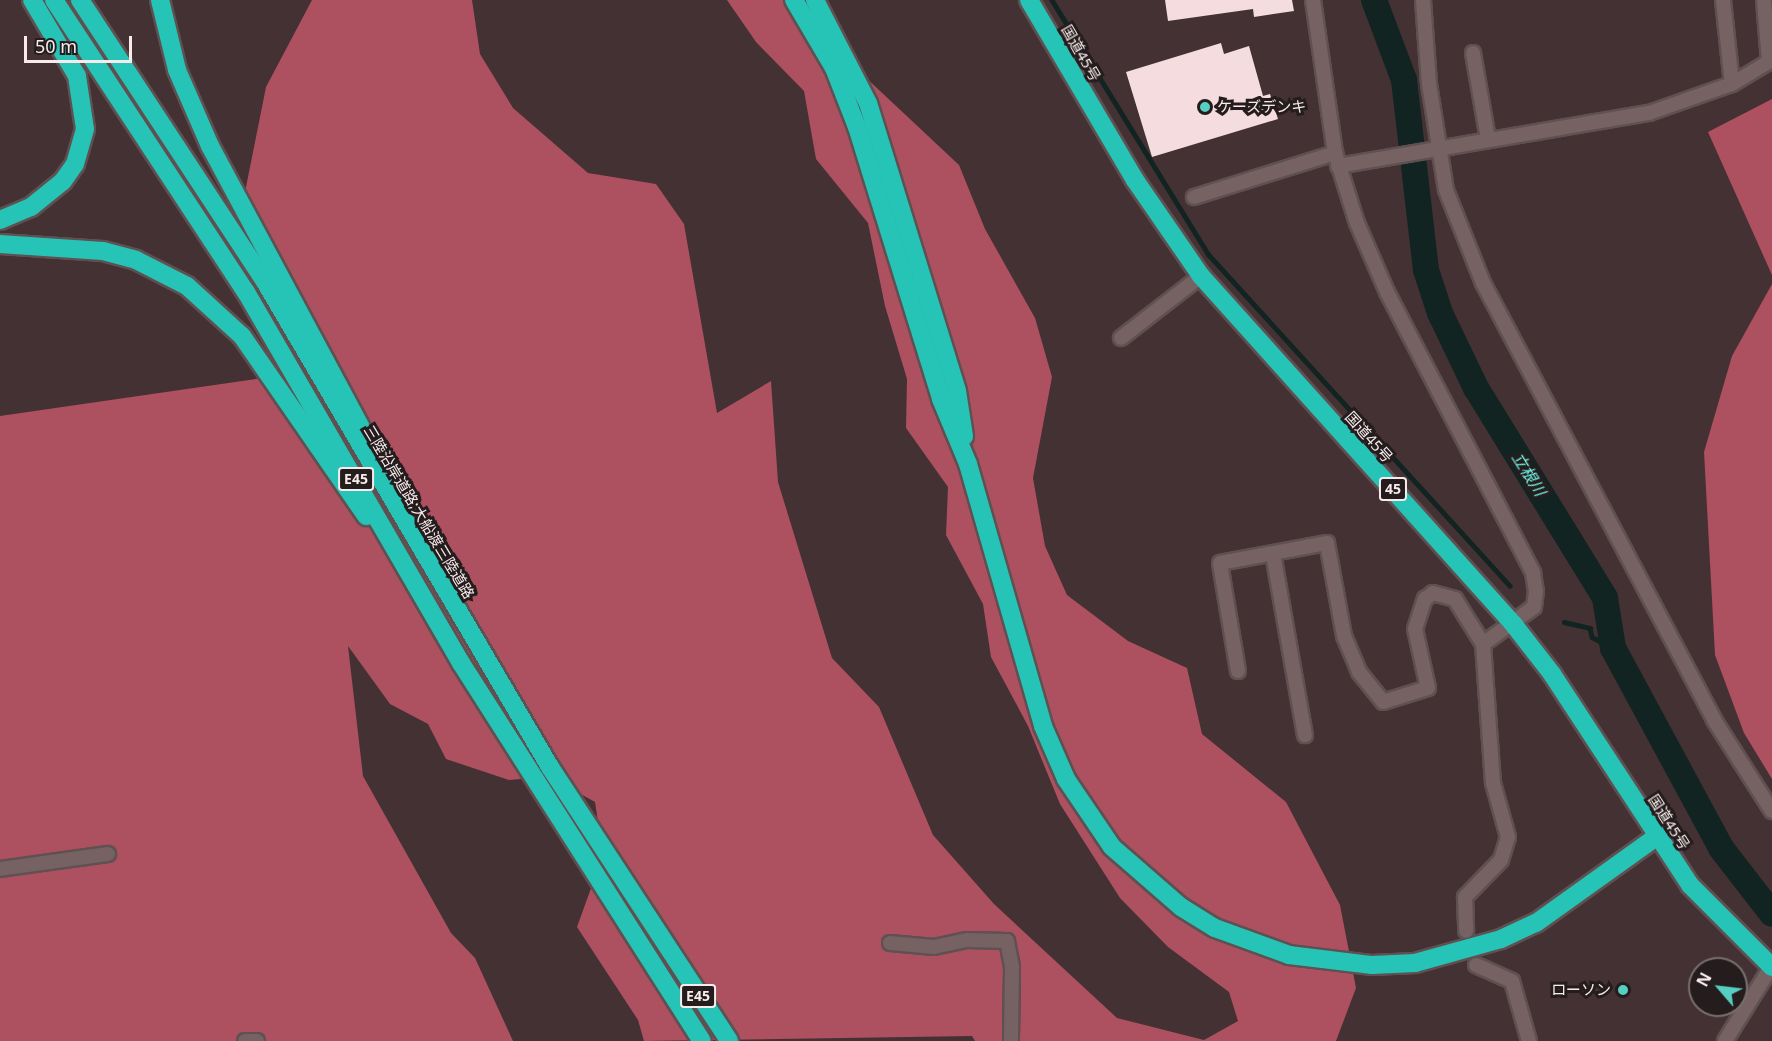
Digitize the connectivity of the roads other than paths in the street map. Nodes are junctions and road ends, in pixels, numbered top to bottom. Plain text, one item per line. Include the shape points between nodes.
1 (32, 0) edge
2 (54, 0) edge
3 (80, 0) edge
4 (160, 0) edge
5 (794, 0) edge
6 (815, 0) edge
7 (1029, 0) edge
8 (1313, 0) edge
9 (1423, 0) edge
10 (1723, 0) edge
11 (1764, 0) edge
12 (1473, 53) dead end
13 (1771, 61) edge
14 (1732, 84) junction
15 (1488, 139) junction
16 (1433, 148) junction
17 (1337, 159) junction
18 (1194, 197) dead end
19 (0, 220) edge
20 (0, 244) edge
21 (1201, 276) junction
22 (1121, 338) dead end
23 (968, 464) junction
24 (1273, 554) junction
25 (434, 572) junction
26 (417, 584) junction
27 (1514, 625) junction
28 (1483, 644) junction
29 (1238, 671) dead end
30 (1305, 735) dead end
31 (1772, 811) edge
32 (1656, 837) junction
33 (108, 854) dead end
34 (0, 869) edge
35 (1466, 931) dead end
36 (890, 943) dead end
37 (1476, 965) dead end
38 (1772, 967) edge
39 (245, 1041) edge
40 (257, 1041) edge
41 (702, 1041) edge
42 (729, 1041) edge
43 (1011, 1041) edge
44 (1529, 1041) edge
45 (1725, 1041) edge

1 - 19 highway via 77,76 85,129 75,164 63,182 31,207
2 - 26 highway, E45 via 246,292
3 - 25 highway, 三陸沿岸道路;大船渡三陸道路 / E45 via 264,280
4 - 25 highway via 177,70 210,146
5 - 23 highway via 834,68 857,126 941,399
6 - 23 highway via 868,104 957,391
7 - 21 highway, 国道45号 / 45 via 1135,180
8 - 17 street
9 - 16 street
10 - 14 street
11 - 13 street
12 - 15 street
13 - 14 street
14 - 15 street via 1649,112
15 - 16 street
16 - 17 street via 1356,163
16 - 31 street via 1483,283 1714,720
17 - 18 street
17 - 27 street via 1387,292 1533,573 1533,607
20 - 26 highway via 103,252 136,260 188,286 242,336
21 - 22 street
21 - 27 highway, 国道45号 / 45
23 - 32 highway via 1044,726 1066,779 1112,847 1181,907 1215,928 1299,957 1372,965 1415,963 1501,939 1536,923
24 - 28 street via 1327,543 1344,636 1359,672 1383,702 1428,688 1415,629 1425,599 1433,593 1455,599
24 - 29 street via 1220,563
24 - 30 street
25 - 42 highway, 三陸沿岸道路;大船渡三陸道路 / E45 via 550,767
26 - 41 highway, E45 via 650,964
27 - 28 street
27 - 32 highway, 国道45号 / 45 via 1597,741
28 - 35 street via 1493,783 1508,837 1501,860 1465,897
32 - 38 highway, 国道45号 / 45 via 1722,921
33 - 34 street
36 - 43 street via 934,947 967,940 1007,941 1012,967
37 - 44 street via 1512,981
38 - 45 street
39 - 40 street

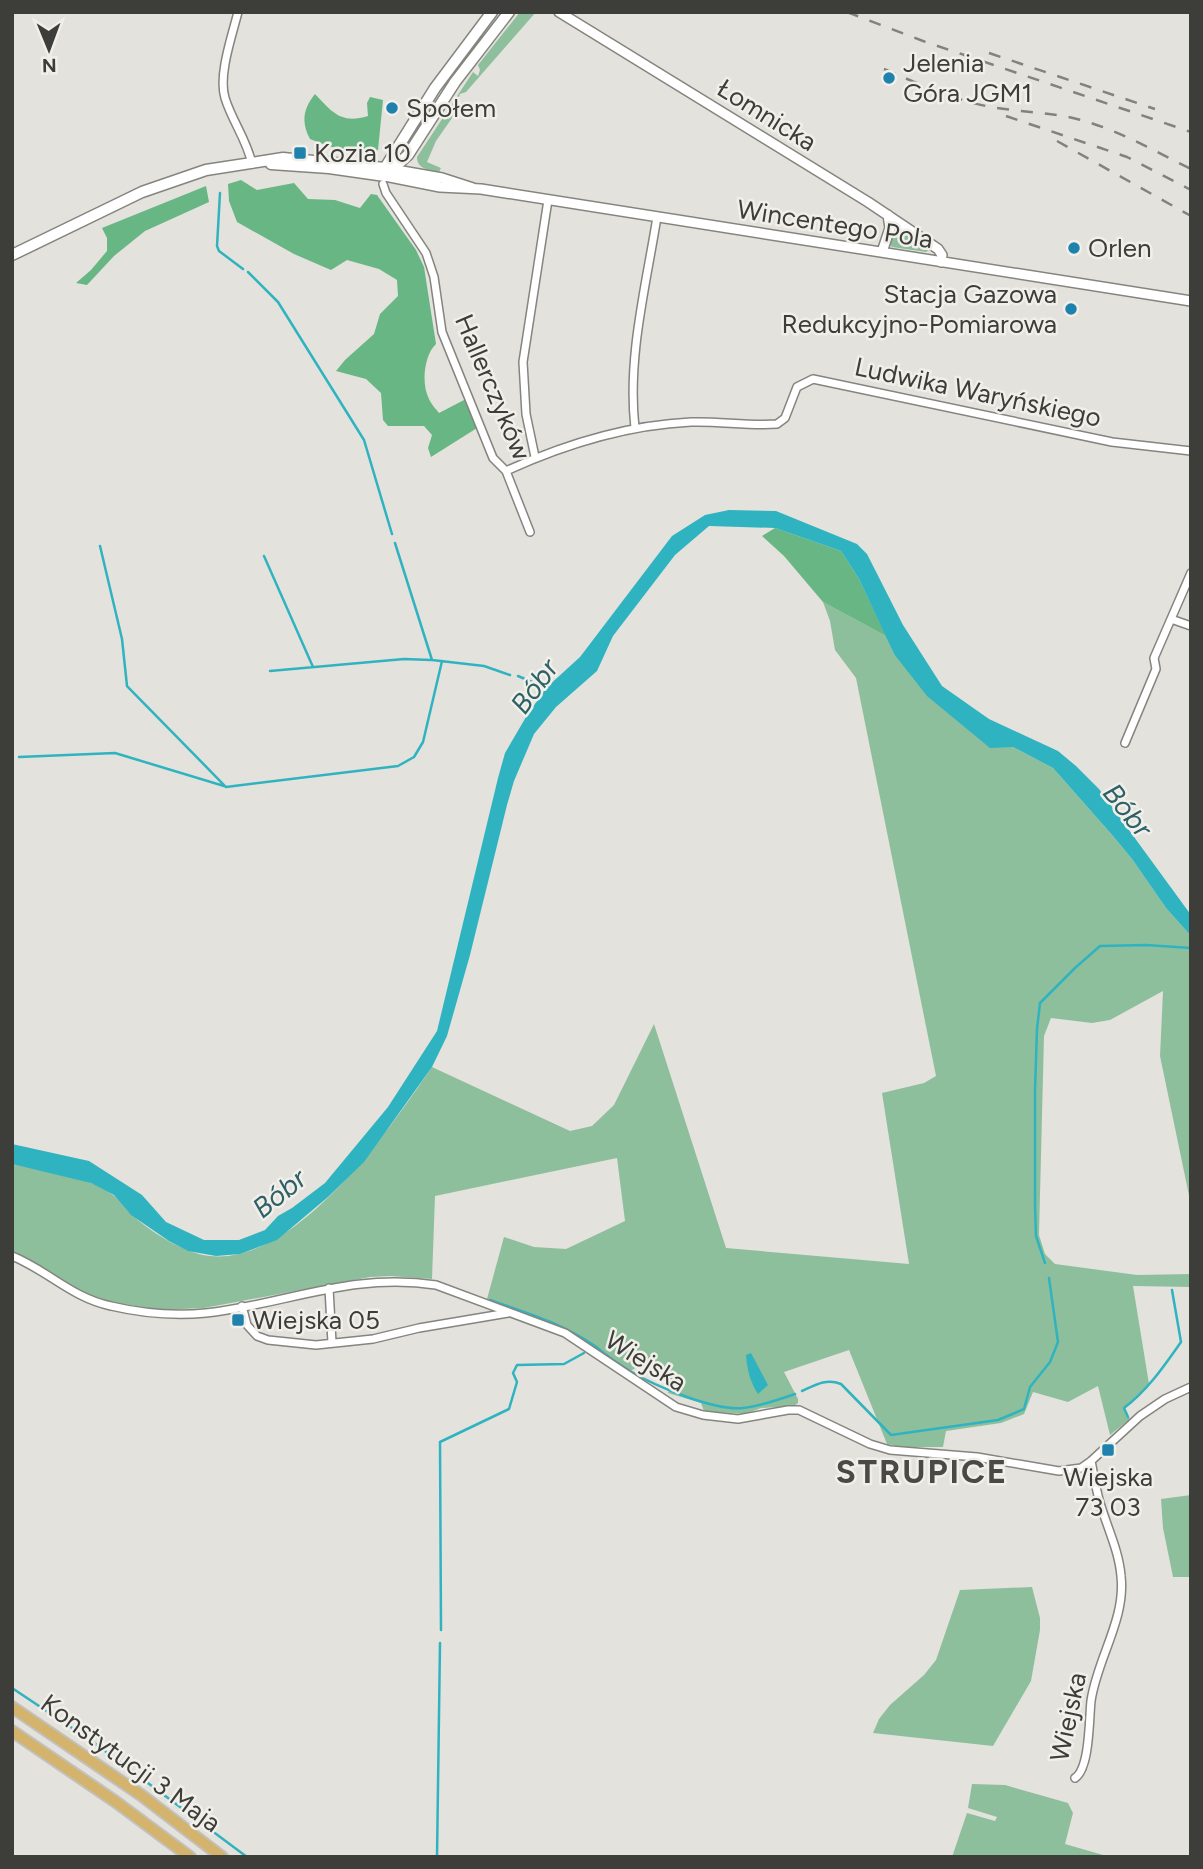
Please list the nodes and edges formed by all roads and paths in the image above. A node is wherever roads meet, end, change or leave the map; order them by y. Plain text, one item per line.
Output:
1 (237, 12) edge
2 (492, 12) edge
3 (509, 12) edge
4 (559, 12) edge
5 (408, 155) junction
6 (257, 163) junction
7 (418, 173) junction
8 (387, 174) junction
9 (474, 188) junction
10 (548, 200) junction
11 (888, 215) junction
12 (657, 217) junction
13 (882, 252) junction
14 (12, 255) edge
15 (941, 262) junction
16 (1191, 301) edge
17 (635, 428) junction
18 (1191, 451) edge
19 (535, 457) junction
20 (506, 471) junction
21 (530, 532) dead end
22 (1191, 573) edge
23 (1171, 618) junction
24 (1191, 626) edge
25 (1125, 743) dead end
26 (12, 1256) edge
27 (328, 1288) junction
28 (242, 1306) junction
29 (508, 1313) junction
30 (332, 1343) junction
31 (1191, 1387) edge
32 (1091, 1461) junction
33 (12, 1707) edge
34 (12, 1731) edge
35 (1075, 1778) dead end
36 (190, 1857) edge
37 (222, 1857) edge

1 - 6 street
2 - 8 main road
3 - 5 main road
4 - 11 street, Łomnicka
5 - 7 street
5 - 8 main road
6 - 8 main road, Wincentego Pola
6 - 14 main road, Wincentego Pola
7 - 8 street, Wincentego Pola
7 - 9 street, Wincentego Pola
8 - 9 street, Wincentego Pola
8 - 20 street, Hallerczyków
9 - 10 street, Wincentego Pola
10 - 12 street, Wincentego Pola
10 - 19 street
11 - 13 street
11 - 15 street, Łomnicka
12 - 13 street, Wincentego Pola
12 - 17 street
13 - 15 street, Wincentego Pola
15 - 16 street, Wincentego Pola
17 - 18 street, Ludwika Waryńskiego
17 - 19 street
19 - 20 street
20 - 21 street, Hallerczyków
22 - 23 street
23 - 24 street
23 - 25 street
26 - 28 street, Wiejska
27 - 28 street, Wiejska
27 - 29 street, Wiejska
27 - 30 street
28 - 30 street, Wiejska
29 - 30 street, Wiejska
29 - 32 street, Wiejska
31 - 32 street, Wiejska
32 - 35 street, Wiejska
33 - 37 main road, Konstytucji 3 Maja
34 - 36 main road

◆ **Your task**: Pictures stay out of this copy; write out the entries above exactly.

◆ **Answer below**:
Digitize the connectivity of the roads other than paths in the street map. Nodes are junctions and road ends, in pixels, numbered top to bottom. Plain text, one item per line. Include the shape points between nodes.
1 (32, 0) edge
2 (54, 0) edge
3 (80, 0) edge
4 (160, 0) edge
5 (794, 0) edge
6 (815, 0) edge
7 (1029, 0) edge
8 (1313, 0) edge
9 (1423, 0) edge
10 (1723, 0) edge
11 (1764, 0) edge
12 (1473, 53) dead end
13 (1771, 61) edge
14 (1732, 84) junction
15 (1488, 139) junction
16 (1433, 148) junction
17 (1337, 159) junction
18 (1194, 197) dead end
19 (0, 220) edge
20 (0, 244) edge
21 (1201, 276) junction
22 (1121, 338) dead end
23 (968, 464) junction
24 (1273, 554) junction
25 (434, 572) junction
26 (417, 584) junction
27 (1514, 625) junction
28 (1483, 644) junction
29 (1238, 671) dead end
30 (1305, 735) dead end
31 (1772, 811) edge
32 (1656, 837) junction
33 (108, 854) dead end
34 (0, 869) edge
35 (1466, 931) dead end
36 (890, 943) dead end
37 (1476, 965) dead end
38 (1772, 967) edge
39 (245, 1041) edge
40 (257, 1041) edge
41 (702, 1041) edge
42 (729, 1041) edge
43 (1011, 1041) edge
44 (1529, 1041) edge
45 (1725, 1041) edge

1 - 19 highway via 77,76 85,129 75,164 63,182 31,207
2 - 26 highway, E45 via 246,292
3 - 25 highway, 三陸沿岸道路;大船渡三陸道路 / E45 via 264,280
4 - 25 highway via 177,70 210,146
5 - 23 highway via 834,68 857,126 941,399
6 - 23 highway via 868,104 957,391
7 - 21 highway, 国道45号 / 45 via 1135,180
8 - 17 street
9 - 16 street
10 - 14 street
11 - 13 street
12 - 15 street
13 - 14 street
14 - 15 street via 1649,112
15 - 16 street
16 - 17 street via 1356,163
16 - 31 street via 1483,283 1714,720
17 - 18 street
17 - 27 street via 1387,292 1533,573 1533,607
20 - 26 highway via 103,252 136,260 188,286 242,336
21 - 22 street
21 - 27 highway, 国道45号 / 45
23 - 32 highway via 1044,726 1066,779 1112,847 1181,907 1215,928 1299,957 1372,965 1415,963 1501,939 1536,923
24 - 28 street via 1327,543 1344,636 1359,672 1383,702 1428,688 1415,629 1425,599 1433,593 1455,599
24 - 29 street via 1220,563
24 - 30 street
25 - 42 highway, 三陸沿岸道路;大船渡三陸道路 / E45 via 550,767
26 - 41 highway, E45 via 650,964
27 - 28 street
27 - 32 highway, 国道45号 / 45 via 1597,741
28 - 35 street via 1493,783 1508,837 1501,860 1465,897
32 - 38 highway, 国道45号 / 45 via 1722,921
33 - 34 street
36 - 43 street via 934,947 967,940 1007,941 1012,967
37 - 44 street via 1512,981
38 - 45 street
39 - 40 street

Please list the nodes and edges formed by all roads and paths in the image above. A node is wherever roads meet, end, change or leave the map; order them by y. Plain text, one item per line.
Output:
1 (237, 12) edge
2 (492, 12) edge
3 (509, 12) edge
4 (559, 12) edge
5 (408, 155) junction
6 (257, 163) junction
7 (418, 173) junction
8 (387, 174) junction
9 (474, 188) junction
10 (548, 200) junction
11 (888, 215) junction
12 (657, 217) junction
13 (882, 252) junction
14 (12, 255) edge
15 (941, 262) junction
16 (1191, 301) edge
17 (635, 428) junction
18 (1191, 451) edge
19 (535, 457) junction
20 (506, 471) junction
21 (530, 532) dead end
22 (1191, 573) edge
23 (1171, 618) junction
24 (1191, 626) edge
25 (1125, 743) dead end
26 (12, 1256) edge
27 (328, 1288) junction
28 (242, 1306) junction
29 (508, 1313) junction
30 (332, 1343) junction
31 (1191, 1387) edge
32 (1091, 1461) junction
33 (12, 1707) edge
34 (12, 1731) edge
35 (1075, 1778) dead end
36 (190, 1857) edge
37 (222, 1857) edge

1 - 6 street
2 - 8 main road
3 - 5 main road
4 - 11 street, Łomnicka
5 - 7 street
5 - 8 main road
6 - 8 main road, Wincentego Pola
6 - 14 main road, Wincentego Pola
7 - 8 street, Wincentego Pola
7 - 9 street, Wincentego Pola
8 - 9 street, Wincentego Pola
8 - 20 street, Hallerczyków
9 - 10 street, Wincentego Pola
10 - 12 street, Wincentego Pola
10 - 19 street
11 - 13 street
11 - 15 street, Łomnicka
12 - 13 street, Wincentego Pola
12 - 17 street
13 - 15 street, Wincentego Pola
15 - 16 street, Wincentego Pola
17 - 18 street, Ludwika Waryńskiego
17 - 19 street
19 - 20 street
20 - 21 street, Hallerczyków
22 - 23 street
23 - 24 street
23 - 25 street
26 - 28 street, Wiejska
27 - 28 street, Wiejska
27 - 29 street, Wiejska
27 - 30 street
28 - 30 street, Wiejska
29 - 30 street, Wiejska
29 - 32 street, Wiejska
31 - 32 street, Wiejska
32 - 35 street, Wiejska
33 - 37 main road, Konstytucji 3 Maja
34 - 36 main road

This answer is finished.